• [Problem requirements]
Show each line from the records below in which the word "this" occurs.

• [Supplied records]
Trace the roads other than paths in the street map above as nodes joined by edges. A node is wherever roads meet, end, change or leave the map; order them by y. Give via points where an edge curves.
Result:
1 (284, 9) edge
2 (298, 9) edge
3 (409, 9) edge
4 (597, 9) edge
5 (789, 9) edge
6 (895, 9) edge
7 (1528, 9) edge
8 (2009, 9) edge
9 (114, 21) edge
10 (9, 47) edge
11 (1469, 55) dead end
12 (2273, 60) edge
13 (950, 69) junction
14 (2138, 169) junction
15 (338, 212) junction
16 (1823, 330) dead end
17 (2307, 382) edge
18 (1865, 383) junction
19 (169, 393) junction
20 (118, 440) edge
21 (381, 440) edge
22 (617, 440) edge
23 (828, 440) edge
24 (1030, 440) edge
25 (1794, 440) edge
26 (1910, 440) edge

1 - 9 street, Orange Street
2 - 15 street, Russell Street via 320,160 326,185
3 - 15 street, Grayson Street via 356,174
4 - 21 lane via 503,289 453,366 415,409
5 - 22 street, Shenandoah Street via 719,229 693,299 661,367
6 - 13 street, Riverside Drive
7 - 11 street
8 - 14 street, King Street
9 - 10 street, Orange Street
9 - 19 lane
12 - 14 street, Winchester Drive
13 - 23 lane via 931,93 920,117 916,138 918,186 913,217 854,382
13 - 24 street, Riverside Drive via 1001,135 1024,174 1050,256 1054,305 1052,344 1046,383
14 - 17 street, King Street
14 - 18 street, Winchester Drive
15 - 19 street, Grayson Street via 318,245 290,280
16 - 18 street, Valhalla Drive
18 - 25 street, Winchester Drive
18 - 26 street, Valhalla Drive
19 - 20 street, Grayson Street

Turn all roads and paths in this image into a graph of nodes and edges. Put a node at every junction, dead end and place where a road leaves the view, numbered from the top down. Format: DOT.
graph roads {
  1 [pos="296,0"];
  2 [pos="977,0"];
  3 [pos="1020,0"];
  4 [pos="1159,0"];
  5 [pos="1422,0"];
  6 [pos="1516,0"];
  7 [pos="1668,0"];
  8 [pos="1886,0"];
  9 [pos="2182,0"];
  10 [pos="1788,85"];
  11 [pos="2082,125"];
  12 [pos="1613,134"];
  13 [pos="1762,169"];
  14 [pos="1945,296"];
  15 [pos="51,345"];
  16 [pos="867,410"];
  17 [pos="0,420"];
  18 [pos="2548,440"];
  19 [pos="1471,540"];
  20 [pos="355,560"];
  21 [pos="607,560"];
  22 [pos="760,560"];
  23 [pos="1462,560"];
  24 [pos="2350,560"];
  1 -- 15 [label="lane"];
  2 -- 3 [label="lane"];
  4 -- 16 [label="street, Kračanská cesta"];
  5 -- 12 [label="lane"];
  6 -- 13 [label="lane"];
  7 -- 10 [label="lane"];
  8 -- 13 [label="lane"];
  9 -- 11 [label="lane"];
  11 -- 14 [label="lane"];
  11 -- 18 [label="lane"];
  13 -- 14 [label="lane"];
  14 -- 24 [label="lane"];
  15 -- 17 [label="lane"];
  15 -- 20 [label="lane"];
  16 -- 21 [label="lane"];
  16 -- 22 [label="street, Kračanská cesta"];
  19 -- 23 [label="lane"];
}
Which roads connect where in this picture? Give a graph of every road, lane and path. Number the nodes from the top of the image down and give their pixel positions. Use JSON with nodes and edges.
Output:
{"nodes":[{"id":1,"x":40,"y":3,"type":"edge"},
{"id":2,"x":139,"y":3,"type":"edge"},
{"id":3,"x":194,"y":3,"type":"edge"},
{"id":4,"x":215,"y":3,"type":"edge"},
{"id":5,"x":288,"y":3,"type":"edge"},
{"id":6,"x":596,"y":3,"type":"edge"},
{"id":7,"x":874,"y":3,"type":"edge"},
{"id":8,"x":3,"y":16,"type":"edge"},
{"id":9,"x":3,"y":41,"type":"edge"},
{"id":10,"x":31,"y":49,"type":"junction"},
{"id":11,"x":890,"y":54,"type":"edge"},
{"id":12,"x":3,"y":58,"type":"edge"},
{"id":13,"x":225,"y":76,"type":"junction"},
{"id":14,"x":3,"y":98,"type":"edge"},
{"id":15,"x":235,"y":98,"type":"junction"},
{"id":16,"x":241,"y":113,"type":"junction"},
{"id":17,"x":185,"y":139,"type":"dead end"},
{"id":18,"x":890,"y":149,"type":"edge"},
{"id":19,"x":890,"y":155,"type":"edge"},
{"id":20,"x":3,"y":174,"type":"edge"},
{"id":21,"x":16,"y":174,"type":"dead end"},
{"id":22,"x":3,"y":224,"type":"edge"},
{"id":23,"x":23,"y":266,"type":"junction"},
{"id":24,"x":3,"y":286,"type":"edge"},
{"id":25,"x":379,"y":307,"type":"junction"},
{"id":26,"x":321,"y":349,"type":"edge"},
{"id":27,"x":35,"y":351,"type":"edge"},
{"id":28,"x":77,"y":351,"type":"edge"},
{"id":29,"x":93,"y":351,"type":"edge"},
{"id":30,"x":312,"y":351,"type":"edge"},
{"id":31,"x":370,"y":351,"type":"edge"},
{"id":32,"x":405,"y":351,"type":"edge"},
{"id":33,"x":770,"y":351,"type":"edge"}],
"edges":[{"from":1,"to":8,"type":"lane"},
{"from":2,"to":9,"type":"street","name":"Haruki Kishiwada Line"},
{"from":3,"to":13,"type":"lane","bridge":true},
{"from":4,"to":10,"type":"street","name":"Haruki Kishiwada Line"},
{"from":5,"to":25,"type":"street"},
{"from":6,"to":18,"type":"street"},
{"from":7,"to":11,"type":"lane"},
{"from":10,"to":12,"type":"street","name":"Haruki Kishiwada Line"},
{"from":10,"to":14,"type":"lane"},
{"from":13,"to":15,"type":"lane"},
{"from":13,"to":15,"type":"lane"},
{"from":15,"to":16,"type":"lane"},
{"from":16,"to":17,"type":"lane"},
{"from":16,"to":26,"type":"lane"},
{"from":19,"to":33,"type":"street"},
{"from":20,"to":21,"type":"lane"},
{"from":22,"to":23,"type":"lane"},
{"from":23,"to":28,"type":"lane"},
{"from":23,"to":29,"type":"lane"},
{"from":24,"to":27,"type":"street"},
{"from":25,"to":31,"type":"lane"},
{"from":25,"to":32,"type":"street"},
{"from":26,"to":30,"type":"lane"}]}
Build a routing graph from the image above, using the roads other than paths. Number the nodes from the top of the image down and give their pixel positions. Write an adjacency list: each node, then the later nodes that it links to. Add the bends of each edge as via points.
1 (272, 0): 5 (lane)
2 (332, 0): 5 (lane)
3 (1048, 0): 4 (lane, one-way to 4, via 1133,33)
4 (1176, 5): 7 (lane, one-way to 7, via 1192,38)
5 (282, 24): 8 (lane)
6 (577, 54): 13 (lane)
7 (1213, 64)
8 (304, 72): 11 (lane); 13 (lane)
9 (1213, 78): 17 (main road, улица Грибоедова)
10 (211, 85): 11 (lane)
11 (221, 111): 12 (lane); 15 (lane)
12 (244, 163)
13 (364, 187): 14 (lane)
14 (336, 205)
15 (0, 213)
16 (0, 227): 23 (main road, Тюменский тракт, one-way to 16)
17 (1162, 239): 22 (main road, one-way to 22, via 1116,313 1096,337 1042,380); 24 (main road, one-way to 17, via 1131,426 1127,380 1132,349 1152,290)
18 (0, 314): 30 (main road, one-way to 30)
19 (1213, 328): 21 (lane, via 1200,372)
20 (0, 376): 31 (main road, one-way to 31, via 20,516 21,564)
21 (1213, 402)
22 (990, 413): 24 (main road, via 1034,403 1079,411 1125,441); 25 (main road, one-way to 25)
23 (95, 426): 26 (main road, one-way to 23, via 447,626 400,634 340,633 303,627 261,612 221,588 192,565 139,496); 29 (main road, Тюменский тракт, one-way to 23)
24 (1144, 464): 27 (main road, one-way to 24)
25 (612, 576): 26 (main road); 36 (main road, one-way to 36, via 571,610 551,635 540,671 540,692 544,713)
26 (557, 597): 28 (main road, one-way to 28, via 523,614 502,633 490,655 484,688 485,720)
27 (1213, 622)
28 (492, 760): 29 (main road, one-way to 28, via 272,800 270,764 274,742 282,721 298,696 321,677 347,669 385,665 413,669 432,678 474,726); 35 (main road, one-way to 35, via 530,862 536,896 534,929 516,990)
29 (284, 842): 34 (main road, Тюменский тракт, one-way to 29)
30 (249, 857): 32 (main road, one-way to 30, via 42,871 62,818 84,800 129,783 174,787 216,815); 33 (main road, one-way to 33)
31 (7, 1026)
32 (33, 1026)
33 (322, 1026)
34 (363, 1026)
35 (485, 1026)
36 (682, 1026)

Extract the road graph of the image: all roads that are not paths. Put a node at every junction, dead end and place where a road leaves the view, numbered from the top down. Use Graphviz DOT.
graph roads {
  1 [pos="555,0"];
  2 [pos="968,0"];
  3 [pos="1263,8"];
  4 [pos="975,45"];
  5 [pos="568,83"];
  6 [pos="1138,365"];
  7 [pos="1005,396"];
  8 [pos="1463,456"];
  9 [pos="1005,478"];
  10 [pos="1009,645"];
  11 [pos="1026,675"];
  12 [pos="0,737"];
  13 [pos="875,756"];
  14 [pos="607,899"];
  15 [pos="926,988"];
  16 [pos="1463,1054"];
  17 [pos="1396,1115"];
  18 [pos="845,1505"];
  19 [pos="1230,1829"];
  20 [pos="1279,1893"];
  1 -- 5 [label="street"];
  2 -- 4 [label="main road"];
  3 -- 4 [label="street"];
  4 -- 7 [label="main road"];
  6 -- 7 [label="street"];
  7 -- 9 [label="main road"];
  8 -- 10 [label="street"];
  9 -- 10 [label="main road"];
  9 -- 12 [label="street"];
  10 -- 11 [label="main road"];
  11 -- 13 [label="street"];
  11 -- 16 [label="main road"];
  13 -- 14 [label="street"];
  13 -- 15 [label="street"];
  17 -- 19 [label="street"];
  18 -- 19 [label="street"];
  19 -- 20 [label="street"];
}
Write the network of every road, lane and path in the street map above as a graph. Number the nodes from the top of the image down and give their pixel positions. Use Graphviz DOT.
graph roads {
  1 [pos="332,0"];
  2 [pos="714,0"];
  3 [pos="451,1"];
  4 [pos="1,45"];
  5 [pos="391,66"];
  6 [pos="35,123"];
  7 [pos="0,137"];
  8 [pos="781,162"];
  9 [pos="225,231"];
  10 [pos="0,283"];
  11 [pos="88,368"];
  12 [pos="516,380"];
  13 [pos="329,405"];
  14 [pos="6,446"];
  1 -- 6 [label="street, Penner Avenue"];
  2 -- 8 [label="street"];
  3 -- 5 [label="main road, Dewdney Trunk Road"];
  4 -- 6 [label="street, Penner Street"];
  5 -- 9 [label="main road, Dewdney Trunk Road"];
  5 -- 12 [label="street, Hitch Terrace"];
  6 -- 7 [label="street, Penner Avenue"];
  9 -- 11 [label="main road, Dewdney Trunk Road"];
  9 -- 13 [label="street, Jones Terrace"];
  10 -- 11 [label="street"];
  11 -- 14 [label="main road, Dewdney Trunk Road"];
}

• [Solution]
Turn all roads and paths in this image into a graph of nodes and edges. Put a node at every junction, dead end and place where a road leaves the view, numbered from the top down. Format: DOT.
Which roads connect where in this picture? Give a graph of every road, lane and path. Number the nodes from the top of the image down and give their pixel positions. Use JSON with nodes and edges.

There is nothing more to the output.